▶ [Activity]:
Every line below that mentions the word "nodes" should be copied out.

▶ [Stored data entries]:
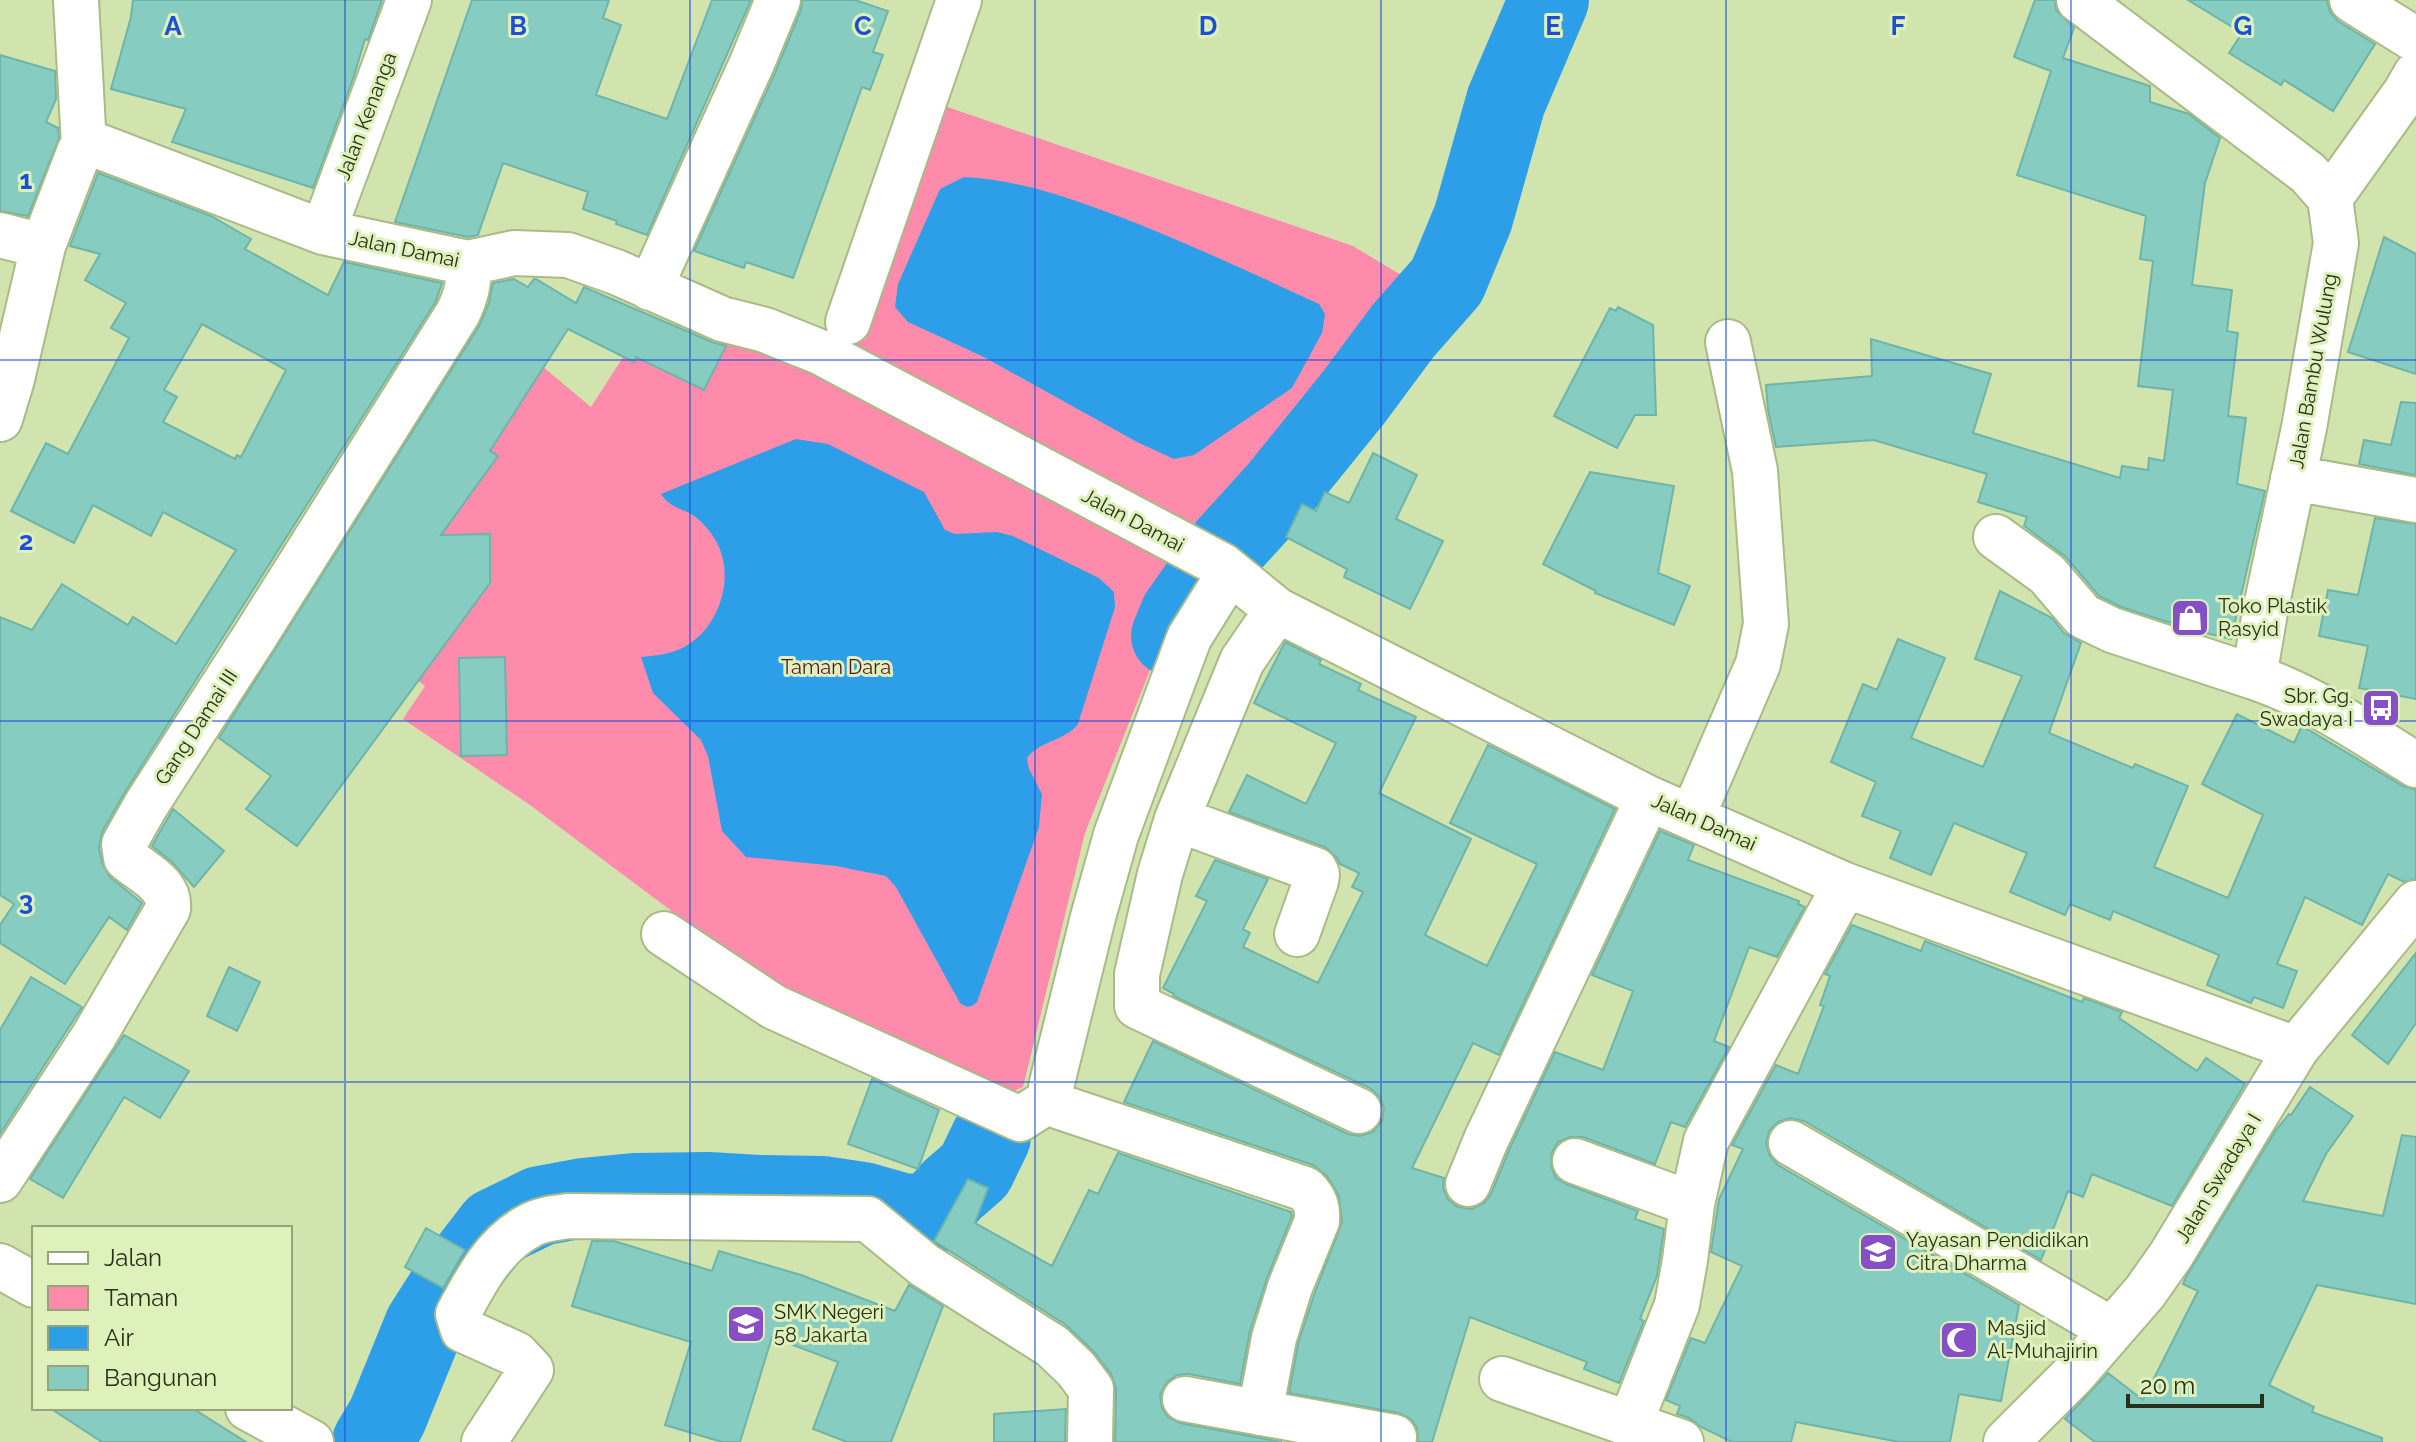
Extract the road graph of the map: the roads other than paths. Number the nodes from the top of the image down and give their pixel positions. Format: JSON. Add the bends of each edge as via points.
{"nodes":[{"id":1,"x":76,"y":0,"type":"edge"},
{"id":2,"x":409,"y":0,"type":"edge"},
{"id":3,"x":778,"y":0,"type":"edge"},
{"id":4,"x":959,"y":0,"type":"edge"},
{"id":5,"x":2079,"y":0,"type":"edge"},
{"id":6,"x":2352,"y":0,"type":"edge"},
{"id":7,"x":2416,"y":40,"type":"edge"},
{"id":8,"x":2412,"y":89,"type":"edge"},
{"id":9,"x":84,"y":146,"type":"junction"},
{"id":10,"x":2330,"y":198,"type":"junction"},
{"id":11,"x":323,"y":232,"type":"junction"},
{"id":12,"x":0,"y":235,"type":"edge"},
{"id":13,"x":43,"y":246,"type":"junction"},
{"id":14,"x":468,"y":263,"type":"junction"},
{"id":15,"x":650,"y":288,"type":"junction"},
{"id":16,"x":848,"y":322,"type":"dead end"},
{"id":17,"x":1728,"y":342,"type":"dead end"},
{"id":18,"x":0,"y":419,"type":"edge"},
{"id":19,"x":2293,"y":478,"type":"junction"},
{"id":20,"x":2416,"y":500,"type":"edge"},
{"id":21,"x":1996,"y":537,"type":"dead end"},
{"id":22,"x":1218,"y":565,"type":"junction"},
{"id":23,"x":1277,"y":610,"type":"junction"},
{"id":24,"x":2254,"y":677,"type":"junction"},
{"id":25,"x":2416,"y":765,"type":"edge"},
{"id":26,"x":1648,"y":798,"type":"junction"},
{"id":27,"x":1692,"y":817,"type":"junction"},
{"id":28,"x":1177,"y":819,"type":"junction"},
{"id":29,"x":1845,"y":885,"type":"junction"},
{"id":30,"x":2416,"y":903,"type":"edge"},
{"id":31,"x":664,"y":934,"type":"dead end"},
{"id":32,"x":1297,"y":934,"type":"dead end"},
{"id":33,"x":2296,"y":1049,"type":"junction"},
{"id":34,"x":1053,"y":1098,"type":"junction"},
{"id":35,"x":1359,"y":1111,"type":"dead end"},
{"id":36,"x":1791,"y":1143,"type":"dead end"},
{"id":37,"x":1575,"y":1161,"type":"dead end"},
{"id":38,"x":0,"y":1180,"type":"edge"},
{"id":39,"x":1468,"y":1184,"type":"dead end"},
{"id":40,"x":1692,"y":1204,"type":"junction"},
{"id":41,"x":0,"y":1266,"type":"edge"},
{"id":42,"x":32,"y":1284,"type":"edge"},
{"id":43,"x":2112,"y":1330,"type":"junction"},
{"id":44,"x":1502,"y":1379,"type":"dead end"},
{"id":45,"x":1185,"y":1399,"type":"dead end"},
{"id":46,"x":252,"y":1410,"type":"edge"},
{"id":47,"x":1260,"y":1413,"type":"junction"},
{"id":48,"x":1630,"y":1424,"type":"junction"},
{"id":49,"x":1394,"y":1437,"type":"dead end"},
{"id":50,"x":311,"y":1442,"type":"edge"},
{"id":51,"x":484,"y":1442,"type":"edge"},
{"id":52,"x":1090,"y":1442,"type":"edge"},
{"id":53,"x":1681,"y":1442,"type":"edge"},
{"id":54,"x":2006,"y":1442,"type":"edge"}],
"edges":[{"from":1,"to":9,"type":"street"},
{"from":2,"to":11,"type":"street","name":"Jalan Kenanga"},
{"from":3,"to":15,"type":"street"},
{"from":4,"to":16,"type":"street"},
{"from":5,"to":10,"type":"street","via":[[2308,173]]},
{"from":6,"to":7,"type":"street"},
{"from":8,"to":10,"type":"street"},
{"from":9,"to":11,"type":"street","name":"Jalan Damai","via":[[93,144]]},
{"from":9,"to":13,"type":"street"},
{"from":10,"to":19,"type":"street","name":"Jalan Bambu Wulung","via":[[2336,243]]},
{"from":11,"to":14,"type":"street","name":"Jalan Damai"},
{"from":12,"to":13,"type":"street"},
{"from":13,"to":18,"type":"street"},
{"from":14,"to":15,"type":"street","name":"Jalan Damai","via":[[514,253],[568,255]]},
{"from":14,"to":38,"type":"street","name":"Gang Damai III","via":[[466,296],[458,313],[124,844],[126,858],[163,886],[168,909],[94,1036]]},
{"from":15,"to":22,"type":"street","name":"Jalan Damai","via":[[820,352]]},
{"from":17,"to":27,"type":"street","via":[[1755,471],[1766,624],[1758,664]]},
{"from":19,"to":20,"type":"street"},
{"from":19,"to":24,"type":"street","name":"Jalan Bambu Wulung"},
{"from":21,"to":24,"type":"street","via":[[2047,574],[2083,616]]},
{"from":22,"to":23,"type":"street","name":"Jalan Damai"},
{"from":22,"to":34,"type":"street","via":[[1116,835],[1051,1087]]},
{"from":23,"to":26,"type":"street","name":"Jalan Damai"},
{"from":23,"to":28,"type":"street","via":[[1242,661]]},
{"from":24,"to":25,"type":"street","via":[[2282,686]]},
{"from":26,"to":27,"type":"street","name":"Jalan Damai"},
{"from":26,"to":39,"type":"street"},
{"from":27,"to":29,"type":"street","name":"Jalan Damai"},
{"from":28,"to":32,"type":"street","via":[[1315,870]]},
{"from":28,"to":35,"type":"street","via":[[1137,974],[1137,1006]]},
{"from":29,"to":33,"type":"street","name":"Jalan Damai"},
{"from":29,"to":40,"type":"street","via":[[1706,1141]]},
{"from":30,"to":33,"type":"street","name":"Jalan Swadaya I"},
{"from":31,"to":34,"type":"street","via":[[774,1007],[1020,1119]]},
{"from":33,"to":43,"type":"street","name":"Jalan Swadaya I","via":[[2171,1255]]},
{"from":34,"to":47,"type":"street","via":[[1060,1107],[1305,1189],[1314,1198],[1317,1221],[1274,1338]]},
{"from":36,"to":43,"type":"street"},
{"from":37,"to":40,"type":"street"},
{"from":40,"to":48,"type":"street","via":[[1677,1305]]},
{"from":41,"to":42,"type":"street"},
{"from":43,"to":54,"type":"street","name":"Jalan Swadaya I"},
{"from":44,"to":48,"type":"street"},
{"from":45,"to":47,"type":"street"},
{"from":46,"to":50,"type":"street"},
{"from":47,"to":49,"type":"street"},
{"from":48,"to":53,"type":"street"},
{"from":51,"to":52,"type":"street","via":[[531,1370],[516,1354],[463,1330],[458,1314],[479,1273],[511,1237],[533,1223],[568,1216],[868,1219],[924,1265],[1052,1346],[1076,1369],[1091,1389]]}]}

▶ [Output of the exercise]:
Extract the road graph of the map: the roads other than paths. Number the nodes from the top of the image down and give their pixel positions. Format: JSON. Add the bends of each edge as via points.
{"nodes":[{"id":1,"x":76,"y":0,"type":"edge"},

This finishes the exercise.